The concluding poem (inspired by an ancient Gypsy legend)—Run away moon, moon, moon!— provides the climactic moment of the cycle. The opening stanza of the poem requires the singer to differentiate between the "shrill, metallic" voice of the Child and the "coquettish, sensual" voice of the Moon. At a point marked by a sustained cello harmonic and theclattering of Kabui blocks (Drumming the plain,/the horseman was coming near…), the performers (excepting the cellist) slowly walk off stage while singing or playing their “farewell” phrases. As they exit, they strike an antique cymbal, which reverberates in unison with the cello harmonic. The epiloque of the song (Through the sky goes the moon / holding a child by the hand) was conceived as a simultaneity of two musics: "Musica Mundana" ("Music of the Spheres"), played by the onstage cellist, and "Musica Humana" ("Music of Mankind"), performed offstage by singer, alto flute, banjo, and vibraphone. The offstage music (“Berceuse, in stile Mahleriano”) is to emerge and fade like a distant radio signal. The F-sharp major tonality of the “Musica Humana” and the theatrical gesture of the preceding processionals recall the concluding pages of Haydn’s “Farewell” Symphony.
George Crumb ©
A year after Wolfgang Amadeus Mozart married Constanze Weber without his father’s blessing, the young couple left for Salzburg in the hope of smoothing the family tension. On their return trip to Vienna several months later, they stopped in Linz, where their host, Count Johann Joseph Anton von Thun-Hohenstein, arranged for the court orchestra to perform a concert. Mozart wrote to his father, “I really cannot tell you what kindnesses the family are showering on us. On Tuesday, November 4, I am giving a concert in the theater here and, as I have not a single symphony with me, I am writing a new one at breakneck speed, which must be finished by that time.” It was breakneck speed indeed, for Mozart only arrived on October 30, leaving him less than five days to compose the new piece, copy out the parts, and rehearse with the orchestra.

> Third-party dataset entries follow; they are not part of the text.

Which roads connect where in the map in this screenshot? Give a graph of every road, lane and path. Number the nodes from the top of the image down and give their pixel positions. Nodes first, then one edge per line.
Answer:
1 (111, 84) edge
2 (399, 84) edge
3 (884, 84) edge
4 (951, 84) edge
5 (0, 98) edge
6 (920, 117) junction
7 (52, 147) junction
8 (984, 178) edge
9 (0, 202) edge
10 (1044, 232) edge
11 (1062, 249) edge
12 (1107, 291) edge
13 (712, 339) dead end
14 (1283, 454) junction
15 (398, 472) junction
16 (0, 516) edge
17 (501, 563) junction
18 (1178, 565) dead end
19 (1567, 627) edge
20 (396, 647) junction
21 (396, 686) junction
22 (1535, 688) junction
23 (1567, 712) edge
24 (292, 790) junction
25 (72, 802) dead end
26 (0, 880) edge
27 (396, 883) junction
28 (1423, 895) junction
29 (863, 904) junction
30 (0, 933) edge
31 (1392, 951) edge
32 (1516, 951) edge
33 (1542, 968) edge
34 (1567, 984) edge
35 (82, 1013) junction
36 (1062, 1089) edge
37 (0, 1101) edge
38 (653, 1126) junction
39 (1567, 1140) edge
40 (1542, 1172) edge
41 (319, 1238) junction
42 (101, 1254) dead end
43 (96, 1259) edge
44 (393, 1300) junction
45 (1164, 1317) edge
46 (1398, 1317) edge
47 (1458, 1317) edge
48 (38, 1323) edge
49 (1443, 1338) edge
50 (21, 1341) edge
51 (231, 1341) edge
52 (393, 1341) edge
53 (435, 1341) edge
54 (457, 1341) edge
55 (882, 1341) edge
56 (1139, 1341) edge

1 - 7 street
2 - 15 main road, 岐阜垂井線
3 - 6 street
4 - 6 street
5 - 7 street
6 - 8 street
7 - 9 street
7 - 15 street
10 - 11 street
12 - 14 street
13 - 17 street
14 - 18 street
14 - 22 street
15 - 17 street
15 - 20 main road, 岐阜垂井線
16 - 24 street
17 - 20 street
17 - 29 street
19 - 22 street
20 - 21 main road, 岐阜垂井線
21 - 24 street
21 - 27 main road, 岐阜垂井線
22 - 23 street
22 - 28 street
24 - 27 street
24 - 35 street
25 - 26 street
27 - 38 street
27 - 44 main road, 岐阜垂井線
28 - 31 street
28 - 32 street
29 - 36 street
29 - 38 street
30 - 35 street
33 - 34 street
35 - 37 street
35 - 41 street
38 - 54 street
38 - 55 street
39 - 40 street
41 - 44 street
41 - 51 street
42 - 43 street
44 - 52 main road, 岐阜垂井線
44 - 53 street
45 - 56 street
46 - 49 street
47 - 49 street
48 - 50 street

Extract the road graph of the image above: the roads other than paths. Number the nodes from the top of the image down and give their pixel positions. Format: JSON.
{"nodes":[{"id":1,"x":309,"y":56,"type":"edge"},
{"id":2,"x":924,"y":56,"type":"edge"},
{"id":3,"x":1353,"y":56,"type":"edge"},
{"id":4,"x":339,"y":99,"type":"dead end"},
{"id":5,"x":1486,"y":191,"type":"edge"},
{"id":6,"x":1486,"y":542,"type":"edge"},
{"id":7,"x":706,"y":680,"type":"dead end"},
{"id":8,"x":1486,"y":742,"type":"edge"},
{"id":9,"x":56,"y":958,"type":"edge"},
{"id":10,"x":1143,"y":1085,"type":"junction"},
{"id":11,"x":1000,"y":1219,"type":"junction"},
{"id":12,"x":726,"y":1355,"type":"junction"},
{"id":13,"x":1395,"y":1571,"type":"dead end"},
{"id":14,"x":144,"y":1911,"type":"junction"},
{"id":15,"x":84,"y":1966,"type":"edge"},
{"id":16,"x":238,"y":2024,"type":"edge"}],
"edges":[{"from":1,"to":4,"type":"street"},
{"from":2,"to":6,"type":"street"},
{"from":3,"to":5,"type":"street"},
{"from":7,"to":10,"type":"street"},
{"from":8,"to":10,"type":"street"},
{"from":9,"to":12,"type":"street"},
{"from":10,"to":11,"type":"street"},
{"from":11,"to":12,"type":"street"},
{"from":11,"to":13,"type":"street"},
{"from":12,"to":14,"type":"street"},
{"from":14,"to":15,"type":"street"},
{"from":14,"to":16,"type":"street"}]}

Mozart’s Symphony No. 36 in C Major, nicknamed “Linz” for its city of origin, betrays no evidence of strained composition. In fact, it is rare among Mozart’s symphonies in that it begins with a leisurely introduction. The opening harmonies wander away from C-major and settle in C-minor, creating a moody counterpoint to the generally bright disposition of the symphony. Further excursions into minor keys, in the first movement’s secondary theme and later in the graceful Andante, echo the tonal rub of the introduction. After a playful Menuetto, the Presto finale sprints through a fluid range of themes, with short motives bouncing among sections. There is a family resemblance between this finale and another C-major movement that is among Mozart’s most famous, the contrapuntal closing of the Symphony No. 41 (“Jupiter”).